Elders agent Greg McNamara said it was a very robust sale of 626 head of good quality, lifting the average results.
He said the recent rain in NSW and Queensland had spurred competition.
Trade cattle prices made over 400¢/kg and vealers made to 394¢/kg.
Buoyed by strong rainfall across eastern Australia since the start of the year, cattle restocker demand has seen the Eastern Young Cattle Indicator surge to 755¢/kg, breaking its August 2016 record of 726¢/kg.
While the pace of the EYCI’s 58 per cent jump in less than two months is unprecedented in the modern Australian cattle market, NAB’s Beef in Focus report reveals the cattle market faces two substantial risks.
Firstly, the strength in the restocker market comes after only two months of rain in limited production areas, following severe and protracted drought.

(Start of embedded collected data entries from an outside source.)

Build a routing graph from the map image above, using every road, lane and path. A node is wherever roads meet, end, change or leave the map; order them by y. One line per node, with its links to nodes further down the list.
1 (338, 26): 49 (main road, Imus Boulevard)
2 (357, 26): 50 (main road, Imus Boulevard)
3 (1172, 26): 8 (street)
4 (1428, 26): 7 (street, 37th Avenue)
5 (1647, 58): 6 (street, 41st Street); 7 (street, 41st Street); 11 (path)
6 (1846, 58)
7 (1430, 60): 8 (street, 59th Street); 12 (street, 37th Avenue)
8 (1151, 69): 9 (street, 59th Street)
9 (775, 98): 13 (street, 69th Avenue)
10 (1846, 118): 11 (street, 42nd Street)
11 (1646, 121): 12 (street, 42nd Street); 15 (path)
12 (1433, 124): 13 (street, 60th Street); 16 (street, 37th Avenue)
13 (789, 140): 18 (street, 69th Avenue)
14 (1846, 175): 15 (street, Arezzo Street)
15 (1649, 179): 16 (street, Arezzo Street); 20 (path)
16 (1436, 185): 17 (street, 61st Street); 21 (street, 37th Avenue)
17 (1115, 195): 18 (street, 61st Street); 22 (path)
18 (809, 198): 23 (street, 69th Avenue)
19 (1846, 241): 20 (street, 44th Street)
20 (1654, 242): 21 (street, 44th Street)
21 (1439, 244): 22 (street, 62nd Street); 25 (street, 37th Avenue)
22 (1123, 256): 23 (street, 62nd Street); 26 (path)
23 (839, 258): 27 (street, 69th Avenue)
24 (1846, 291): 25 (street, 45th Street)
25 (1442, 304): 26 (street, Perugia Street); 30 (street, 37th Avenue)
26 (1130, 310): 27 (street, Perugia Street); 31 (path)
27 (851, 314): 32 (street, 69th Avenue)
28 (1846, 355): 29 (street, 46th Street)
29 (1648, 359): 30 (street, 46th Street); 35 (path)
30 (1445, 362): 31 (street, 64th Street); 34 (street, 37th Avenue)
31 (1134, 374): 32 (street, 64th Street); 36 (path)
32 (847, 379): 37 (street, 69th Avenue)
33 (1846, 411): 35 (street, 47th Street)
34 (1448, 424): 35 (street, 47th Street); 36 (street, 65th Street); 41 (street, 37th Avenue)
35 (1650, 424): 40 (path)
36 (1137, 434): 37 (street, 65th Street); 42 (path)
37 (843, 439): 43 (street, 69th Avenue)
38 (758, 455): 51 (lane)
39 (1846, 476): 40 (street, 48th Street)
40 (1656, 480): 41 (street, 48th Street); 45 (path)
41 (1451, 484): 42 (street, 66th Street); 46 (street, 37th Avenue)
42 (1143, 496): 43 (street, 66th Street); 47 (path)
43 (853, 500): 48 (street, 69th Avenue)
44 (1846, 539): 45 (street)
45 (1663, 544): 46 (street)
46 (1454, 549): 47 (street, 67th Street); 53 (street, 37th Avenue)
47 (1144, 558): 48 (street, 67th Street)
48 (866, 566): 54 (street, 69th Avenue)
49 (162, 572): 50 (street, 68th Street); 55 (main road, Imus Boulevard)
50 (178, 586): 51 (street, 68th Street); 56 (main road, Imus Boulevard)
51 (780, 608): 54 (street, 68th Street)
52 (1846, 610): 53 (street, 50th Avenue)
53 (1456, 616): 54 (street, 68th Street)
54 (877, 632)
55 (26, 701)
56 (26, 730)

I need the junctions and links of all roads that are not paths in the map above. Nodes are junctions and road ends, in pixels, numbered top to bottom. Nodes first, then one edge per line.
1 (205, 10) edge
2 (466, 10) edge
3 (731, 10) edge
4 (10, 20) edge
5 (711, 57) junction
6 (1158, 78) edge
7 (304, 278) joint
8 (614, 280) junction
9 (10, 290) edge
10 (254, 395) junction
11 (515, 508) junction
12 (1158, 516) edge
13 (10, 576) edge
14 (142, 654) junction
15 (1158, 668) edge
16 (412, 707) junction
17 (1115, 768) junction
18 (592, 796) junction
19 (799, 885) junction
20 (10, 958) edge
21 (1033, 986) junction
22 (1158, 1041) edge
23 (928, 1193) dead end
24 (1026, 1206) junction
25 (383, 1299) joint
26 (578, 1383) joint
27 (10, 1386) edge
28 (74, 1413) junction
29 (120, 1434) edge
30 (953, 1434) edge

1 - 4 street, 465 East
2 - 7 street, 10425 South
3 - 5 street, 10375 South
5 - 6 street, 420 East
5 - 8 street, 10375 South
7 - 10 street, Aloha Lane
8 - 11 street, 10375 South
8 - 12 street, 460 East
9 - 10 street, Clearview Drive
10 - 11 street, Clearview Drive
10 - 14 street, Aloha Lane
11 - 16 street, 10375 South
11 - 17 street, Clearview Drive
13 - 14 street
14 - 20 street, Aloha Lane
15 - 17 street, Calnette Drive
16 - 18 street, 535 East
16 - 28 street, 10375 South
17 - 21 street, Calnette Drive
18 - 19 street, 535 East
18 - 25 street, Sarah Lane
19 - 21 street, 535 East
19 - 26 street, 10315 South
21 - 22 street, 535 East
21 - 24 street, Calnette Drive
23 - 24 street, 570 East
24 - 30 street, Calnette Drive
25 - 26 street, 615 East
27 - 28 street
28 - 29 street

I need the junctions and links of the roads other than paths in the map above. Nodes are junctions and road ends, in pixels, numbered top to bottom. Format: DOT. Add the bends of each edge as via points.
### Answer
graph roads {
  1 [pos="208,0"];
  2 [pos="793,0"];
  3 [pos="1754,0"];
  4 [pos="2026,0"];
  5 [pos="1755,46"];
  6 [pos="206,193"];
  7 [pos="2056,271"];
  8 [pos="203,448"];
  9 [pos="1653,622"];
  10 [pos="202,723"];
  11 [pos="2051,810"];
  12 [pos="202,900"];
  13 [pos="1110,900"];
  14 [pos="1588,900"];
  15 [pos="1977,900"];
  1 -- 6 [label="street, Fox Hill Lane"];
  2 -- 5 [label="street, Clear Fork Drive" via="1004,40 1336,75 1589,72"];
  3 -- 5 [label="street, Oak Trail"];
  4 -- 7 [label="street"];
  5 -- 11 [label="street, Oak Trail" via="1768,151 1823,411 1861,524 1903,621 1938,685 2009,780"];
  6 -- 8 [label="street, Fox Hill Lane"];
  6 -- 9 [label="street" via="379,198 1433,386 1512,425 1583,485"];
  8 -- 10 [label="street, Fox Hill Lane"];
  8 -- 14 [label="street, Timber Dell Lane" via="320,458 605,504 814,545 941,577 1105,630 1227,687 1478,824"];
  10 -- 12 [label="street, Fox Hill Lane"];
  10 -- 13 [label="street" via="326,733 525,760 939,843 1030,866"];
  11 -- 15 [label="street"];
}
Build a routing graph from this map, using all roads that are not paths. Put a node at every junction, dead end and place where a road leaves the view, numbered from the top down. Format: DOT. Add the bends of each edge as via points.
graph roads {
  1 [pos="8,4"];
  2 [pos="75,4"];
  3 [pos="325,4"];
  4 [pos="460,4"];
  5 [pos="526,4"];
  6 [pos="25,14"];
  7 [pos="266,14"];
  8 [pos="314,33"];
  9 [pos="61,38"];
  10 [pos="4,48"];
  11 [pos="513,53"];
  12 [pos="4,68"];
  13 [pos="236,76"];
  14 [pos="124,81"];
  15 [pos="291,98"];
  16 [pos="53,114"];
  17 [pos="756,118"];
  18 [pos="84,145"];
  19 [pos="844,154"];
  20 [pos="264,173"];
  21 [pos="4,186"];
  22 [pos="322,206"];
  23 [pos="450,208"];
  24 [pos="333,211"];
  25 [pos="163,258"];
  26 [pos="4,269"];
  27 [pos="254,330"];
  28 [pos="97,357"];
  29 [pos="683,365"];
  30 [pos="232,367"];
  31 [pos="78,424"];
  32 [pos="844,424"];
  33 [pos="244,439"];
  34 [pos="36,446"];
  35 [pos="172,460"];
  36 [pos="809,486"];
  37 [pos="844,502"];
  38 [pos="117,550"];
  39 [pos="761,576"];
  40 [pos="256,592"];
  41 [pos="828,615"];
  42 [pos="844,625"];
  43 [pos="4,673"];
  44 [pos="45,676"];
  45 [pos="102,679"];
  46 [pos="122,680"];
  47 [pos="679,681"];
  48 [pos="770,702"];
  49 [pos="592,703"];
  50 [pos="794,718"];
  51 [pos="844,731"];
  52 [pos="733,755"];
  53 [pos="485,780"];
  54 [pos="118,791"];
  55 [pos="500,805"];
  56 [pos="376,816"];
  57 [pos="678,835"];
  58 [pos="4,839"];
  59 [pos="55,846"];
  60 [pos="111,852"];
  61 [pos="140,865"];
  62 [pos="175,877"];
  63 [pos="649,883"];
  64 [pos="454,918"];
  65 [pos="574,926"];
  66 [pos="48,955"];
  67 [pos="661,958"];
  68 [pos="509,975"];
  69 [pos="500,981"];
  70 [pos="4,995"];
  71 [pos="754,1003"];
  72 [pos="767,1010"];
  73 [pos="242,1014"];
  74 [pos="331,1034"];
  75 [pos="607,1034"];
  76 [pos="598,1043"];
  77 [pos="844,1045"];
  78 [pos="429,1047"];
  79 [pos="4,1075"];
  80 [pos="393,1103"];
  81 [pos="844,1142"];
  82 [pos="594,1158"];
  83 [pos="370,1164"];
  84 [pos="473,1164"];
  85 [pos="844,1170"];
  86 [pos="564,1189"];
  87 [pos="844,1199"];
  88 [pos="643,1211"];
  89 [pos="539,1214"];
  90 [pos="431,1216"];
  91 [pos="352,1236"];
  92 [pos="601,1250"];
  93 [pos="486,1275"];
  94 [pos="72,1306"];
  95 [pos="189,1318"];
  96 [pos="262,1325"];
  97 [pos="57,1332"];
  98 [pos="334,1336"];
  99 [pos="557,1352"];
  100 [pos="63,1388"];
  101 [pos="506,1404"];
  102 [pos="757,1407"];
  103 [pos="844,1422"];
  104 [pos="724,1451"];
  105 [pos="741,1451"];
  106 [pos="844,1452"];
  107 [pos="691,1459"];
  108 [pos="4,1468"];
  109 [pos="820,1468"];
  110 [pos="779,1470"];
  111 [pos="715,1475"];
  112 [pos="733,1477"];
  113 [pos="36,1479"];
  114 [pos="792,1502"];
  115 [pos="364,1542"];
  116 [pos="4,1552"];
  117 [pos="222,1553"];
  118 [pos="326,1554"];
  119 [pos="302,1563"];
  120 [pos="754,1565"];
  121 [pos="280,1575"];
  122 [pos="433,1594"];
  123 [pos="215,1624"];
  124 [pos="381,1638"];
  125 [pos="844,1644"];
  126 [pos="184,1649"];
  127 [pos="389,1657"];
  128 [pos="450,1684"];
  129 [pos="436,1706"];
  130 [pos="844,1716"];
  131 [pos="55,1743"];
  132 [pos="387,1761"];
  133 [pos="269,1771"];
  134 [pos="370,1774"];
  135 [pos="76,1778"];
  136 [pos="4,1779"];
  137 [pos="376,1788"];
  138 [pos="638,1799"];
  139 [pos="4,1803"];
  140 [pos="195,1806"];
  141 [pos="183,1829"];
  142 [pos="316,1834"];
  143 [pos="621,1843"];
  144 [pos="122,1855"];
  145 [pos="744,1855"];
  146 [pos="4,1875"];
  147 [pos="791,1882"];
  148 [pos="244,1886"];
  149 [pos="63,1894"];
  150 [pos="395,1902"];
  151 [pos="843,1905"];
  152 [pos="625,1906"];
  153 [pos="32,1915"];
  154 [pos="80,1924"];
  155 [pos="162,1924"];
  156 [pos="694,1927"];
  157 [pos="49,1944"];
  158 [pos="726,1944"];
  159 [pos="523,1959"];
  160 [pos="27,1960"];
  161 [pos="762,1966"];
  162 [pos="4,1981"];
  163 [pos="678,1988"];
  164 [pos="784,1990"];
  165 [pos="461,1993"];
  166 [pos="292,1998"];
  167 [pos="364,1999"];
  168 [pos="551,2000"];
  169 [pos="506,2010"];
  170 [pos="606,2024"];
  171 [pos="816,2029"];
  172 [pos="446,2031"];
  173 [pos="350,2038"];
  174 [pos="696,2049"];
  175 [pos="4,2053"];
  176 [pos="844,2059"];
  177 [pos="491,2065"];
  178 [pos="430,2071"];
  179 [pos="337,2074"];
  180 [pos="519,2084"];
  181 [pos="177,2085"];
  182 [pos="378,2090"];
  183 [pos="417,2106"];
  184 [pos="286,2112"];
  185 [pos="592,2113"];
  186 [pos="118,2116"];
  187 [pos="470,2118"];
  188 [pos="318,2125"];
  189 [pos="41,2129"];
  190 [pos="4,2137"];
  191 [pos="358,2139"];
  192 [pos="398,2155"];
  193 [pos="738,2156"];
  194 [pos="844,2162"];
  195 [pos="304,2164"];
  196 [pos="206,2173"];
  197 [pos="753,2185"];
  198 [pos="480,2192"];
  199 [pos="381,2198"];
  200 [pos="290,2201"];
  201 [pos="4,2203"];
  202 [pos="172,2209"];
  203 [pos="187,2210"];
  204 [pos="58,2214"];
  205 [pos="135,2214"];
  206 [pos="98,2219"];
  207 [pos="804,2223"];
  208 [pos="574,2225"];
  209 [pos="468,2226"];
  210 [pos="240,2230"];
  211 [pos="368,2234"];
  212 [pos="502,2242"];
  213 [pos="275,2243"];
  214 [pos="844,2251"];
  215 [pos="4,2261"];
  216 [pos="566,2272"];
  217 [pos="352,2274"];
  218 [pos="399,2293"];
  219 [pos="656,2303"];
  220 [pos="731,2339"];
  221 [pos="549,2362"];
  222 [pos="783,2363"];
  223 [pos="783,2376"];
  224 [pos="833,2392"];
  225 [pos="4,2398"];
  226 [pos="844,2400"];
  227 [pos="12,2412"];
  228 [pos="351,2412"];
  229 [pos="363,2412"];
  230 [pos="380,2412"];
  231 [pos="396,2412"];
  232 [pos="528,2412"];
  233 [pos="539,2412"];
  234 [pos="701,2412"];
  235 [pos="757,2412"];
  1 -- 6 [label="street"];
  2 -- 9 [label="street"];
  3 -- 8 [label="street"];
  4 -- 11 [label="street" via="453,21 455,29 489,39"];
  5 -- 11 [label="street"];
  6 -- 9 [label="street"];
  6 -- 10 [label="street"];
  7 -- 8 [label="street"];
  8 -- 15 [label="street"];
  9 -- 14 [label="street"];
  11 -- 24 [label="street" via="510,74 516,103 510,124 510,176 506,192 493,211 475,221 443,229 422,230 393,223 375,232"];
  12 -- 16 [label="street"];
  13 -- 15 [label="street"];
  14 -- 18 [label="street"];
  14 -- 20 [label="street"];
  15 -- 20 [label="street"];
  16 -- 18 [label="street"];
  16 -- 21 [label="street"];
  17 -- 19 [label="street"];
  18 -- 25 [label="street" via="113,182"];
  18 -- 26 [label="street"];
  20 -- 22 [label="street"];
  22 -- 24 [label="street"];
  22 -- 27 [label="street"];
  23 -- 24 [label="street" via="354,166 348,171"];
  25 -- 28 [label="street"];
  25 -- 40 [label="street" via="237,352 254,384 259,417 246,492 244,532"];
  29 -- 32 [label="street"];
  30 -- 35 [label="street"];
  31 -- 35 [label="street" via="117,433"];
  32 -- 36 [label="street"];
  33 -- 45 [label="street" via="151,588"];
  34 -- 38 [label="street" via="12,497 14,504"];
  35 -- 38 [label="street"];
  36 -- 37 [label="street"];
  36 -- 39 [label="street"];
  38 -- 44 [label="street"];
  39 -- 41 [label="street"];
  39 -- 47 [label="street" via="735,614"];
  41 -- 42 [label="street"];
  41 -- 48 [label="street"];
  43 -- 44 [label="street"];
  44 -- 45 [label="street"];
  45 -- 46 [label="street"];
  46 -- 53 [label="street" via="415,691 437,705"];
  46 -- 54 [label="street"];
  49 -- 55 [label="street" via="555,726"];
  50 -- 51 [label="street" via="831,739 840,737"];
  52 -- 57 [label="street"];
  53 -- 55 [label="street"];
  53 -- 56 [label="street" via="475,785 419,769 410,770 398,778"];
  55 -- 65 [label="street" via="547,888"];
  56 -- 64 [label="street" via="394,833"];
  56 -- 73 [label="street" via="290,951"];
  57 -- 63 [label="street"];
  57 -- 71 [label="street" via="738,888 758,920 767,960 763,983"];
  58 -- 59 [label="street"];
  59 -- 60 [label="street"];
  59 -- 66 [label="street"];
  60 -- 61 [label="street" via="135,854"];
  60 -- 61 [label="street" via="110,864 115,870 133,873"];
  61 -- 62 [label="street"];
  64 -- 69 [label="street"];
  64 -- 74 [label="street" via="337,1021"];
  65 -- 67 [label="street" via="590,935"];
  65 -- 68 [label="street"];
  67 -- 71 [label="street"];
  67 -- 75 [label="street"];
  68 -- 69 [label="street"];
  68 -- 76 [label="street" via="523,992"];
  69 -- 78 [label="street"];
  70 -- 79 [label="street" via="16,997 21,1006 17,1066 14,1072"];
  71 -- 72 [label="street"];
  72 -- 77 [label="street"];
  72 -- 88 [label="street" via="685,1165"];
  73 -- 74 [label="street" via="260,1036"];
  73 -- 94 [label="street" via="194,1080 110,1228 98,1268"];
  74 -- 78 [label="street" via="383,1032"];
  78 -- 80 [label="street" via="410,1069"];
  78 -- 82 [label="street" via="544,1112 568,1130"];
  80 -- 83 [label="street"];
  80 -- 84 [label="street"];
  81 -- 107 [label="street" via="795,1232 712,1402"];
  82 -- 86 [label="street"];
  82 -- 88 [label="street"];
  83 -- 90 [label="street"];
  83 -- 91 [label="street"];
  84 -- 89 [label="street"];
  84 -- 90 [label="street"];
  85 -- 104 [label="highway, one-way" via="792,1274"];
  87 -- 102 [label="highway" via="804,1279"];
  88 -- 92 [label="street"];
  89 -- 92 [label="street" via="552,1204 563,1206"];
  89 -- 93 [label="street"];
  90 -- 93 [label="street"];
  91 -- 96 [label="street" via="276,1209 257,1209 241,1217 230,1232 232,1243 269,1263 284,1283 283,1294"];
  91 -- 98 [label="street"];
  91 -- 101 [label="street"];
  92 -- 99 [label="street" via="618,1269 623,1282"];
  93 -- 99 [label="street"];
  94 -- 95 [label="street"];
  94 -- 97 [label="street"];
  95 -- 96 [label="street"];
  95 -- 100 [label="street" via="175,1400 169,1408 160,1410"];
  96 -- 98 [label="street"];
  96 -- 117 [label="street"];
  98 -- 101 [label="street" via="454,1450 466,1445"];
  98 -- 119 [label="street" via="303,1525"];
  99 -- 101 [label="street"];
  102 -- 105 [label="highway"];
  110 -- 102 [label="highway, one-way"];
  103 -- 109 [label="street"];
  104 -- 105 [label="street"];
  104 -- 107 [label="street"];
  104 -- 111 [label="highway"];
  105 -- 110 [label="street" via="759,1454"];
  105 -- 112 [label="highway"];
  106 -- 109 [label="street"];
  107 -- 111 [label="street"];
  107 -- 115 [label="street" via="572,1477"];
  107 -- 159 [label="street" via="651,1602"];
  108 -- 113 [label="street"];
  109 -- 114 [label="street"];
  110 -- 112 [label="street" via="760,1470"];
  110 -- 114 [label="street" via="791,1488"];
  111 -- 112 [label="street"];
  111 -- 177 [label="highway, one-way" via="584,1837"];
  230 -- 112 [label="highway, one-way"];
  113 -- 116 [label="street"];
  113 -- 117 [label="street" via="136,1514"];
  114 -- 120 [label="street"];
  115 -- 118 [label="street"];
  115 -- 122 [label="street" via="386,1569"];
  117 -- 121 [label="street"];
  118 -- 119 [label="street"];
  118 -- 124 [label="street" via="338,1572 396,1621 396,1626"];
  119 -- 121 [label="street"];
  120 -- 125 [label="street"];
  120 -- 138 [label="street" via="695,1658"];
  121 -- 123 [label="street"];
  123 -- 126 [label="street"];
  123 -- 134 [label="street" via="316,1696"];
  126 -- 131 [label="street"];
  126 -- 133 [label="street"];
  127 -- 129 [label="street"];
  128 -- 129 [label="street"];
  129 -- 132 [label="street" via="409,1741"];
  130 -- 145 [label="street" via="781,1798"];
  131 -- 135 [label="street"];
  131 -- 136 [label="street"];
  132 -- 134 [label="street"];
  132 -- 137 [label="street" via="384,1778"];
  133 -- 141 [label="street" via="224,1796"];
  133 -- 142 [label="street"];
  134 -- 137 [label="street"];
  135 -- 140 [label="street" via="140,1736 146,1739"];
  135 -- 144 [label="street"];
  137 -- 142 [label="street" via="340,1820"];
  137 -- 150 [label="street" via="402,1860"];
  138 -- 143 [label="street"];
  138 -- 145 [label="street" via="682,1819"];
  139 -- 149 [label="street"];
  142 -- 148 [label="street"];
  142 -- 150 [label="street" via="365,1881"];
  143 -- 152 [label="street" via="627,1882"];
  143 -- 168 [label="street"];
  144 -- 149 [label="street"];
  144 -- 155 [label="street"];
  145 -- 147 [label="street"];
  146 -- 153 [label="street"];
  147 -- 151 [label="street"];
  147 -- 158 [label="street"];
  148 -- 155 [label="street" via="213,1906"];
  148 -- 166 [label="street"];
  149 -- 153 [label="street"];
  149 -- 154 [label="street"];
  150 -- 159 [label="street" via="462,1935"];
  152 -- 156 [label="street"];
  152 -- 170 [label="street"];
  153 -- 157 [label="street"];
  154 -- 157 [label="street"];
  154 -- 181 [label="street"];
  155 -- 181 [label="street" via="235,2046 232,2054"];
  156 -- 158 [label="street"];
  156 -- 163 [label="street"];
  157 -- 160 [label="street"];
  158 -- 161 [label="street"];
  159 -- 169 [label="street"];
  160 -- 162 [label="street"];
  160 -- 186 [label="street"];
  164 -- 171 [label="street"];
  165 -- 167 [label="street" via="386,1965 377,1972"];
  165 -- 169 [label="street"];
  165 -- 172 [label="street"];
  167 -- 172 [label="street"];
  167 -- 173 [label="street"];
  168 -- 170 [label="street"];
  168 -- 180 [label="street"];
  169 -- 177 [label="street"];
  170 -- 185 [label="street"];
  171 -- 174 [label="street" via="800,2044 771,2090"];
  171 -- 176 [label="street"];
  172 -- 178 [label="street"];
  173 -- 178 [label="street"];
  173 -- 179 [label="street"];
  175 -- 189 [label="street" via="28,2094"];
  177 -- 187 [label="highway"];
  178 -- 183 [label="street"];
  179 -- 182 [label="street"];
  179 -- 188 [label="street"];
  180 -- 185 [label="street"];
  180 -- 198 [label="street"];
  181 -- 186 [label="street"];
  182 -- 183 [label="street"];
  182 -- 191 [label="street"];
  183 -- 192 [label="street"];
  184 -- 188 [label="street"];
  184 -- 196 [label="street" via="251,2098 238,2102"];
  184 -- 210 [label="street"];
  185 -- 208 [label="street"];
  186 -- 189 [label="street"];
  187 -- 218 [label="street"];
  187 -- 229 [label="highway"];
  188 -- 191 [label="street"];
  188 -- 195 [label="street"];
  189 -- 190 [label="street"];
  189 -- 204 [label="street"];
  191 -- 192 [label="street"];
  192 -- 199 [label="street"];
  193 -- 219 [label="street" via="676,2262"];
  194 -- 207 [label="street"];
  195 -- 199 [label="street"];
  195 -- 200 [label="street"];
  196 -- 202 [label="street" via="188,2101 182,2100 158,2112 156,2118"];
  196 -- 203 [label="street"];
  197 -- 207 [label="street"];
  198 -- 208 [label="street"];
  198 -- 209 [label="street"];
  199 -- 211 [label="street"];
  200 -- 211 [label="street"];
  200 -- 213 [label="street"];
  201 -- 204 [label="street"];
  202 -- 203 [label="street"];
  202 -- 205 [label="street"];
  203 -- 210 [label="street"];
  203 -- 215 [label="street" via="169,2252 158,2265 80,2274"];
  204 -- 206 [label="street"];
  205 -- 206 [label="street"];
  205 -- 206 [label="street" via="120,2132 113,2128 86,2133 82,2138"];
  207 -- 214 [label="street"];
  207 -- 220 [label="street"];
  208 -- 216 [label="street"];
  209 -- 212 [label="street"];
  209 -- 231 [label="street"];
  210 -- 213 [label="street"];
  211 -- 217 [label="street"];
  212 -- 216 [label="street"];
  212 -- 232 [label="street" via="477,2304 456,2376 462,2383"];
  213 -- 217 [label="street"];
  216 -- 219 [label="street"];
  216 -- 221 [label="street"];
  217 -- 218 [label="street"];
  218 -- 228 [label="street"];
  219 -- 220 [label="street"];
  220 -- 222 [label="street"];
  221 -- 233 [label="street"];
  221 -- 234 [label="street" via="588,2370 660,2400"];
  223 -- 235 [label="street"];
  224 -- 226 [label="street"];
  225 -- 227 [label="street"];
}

Secondly, three of Australia’s largest beef export markets (China, Japan and South Korea) are facing serious coronavirus outbreaks, which have the potential to negatively impact on demand fundamentals.
NAB agribusiness economist Phin Ziebell said the three-month rainfall experienced during the current price rally was very different to 2016.
“Since January, many — but not all — areas have seen excellent rainfall and soil moisture levels across northern NSW, the Darling Downs and central Queensland have led to spirited activity in the cattle restocker market,” Mr Ziebell said.
“Conversely, the 2016 rally occurred during some of the best seasonal conditions in living memory.
“While some areas now have enough moisture to see them through, many still need a full season of above average rainfall to recover and this is a risk for prices.”
Export fundamentals were strong in 2019, and NAB agribusiness customer executive Khan Horne said the impact of coronavirus on premium protein demand across East Asia and South-East Asia could pose challenges for the market.